■ Task directions ■
The answer is the set of lines that include "hand", copied from the data below.

■ Input material ■
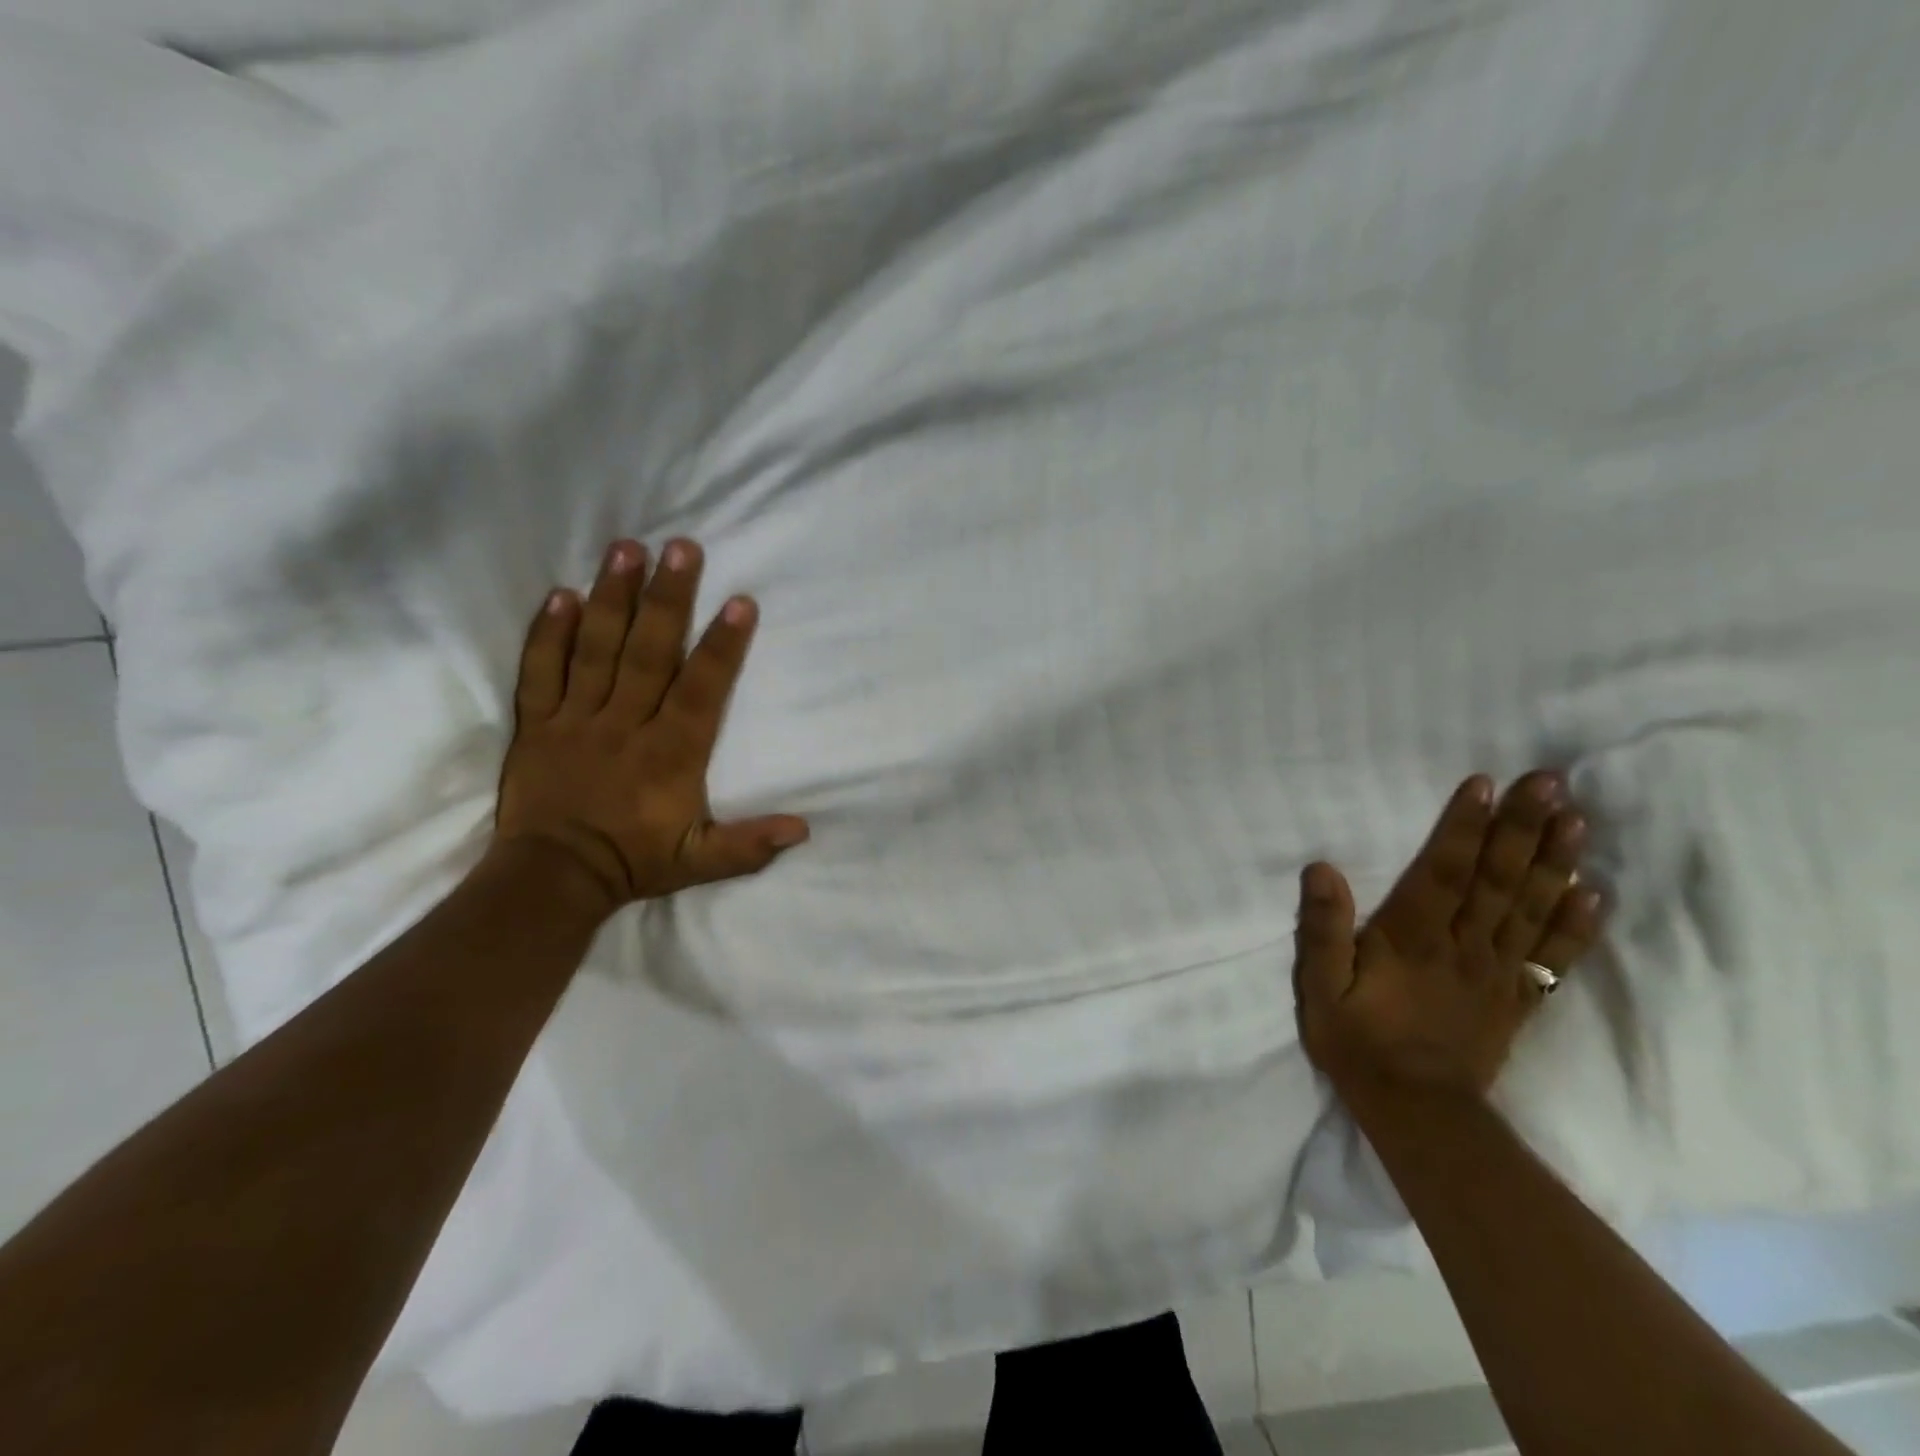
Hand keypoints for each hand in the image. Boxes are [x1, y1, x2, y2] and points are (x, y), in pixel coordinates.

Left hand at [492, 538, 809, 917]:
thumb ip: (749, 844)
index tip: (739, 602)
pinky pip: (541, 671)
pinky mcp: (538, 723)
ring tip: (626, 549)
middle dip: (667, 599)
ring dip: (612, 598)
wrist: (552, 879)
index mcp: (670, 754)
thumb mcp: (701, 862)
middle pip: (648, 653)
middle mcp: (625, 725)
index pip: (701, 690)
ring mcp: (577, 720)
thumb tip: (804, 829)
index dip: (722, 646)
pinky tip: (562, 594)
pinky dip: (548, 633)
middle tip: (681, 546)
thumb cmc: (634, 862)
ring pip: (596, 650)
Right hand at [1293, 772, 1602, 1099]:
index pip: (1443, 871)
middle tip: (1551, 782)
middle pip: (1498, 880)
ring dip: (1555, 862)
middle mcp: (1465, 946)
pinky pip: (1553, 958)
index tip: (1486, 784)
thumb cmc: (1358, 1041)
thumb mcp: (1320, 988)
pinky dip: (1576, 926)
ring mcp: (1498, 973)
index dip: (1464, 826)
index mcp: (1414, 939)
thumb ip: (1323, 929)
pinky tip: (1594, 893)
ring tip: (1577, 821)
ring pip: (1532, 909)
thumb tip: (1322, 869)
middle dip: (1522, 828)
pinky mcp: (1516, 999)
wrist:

■ Solution to this exercise ■
Hand keypoints for each hand in the image. Boxes are [x1, y1, x2, y2] and points are (x, y), in pixel coordinates.
Left hand at [492, 538, 809, 917]:
Right hand at [1293, 772, 1602, 1099]:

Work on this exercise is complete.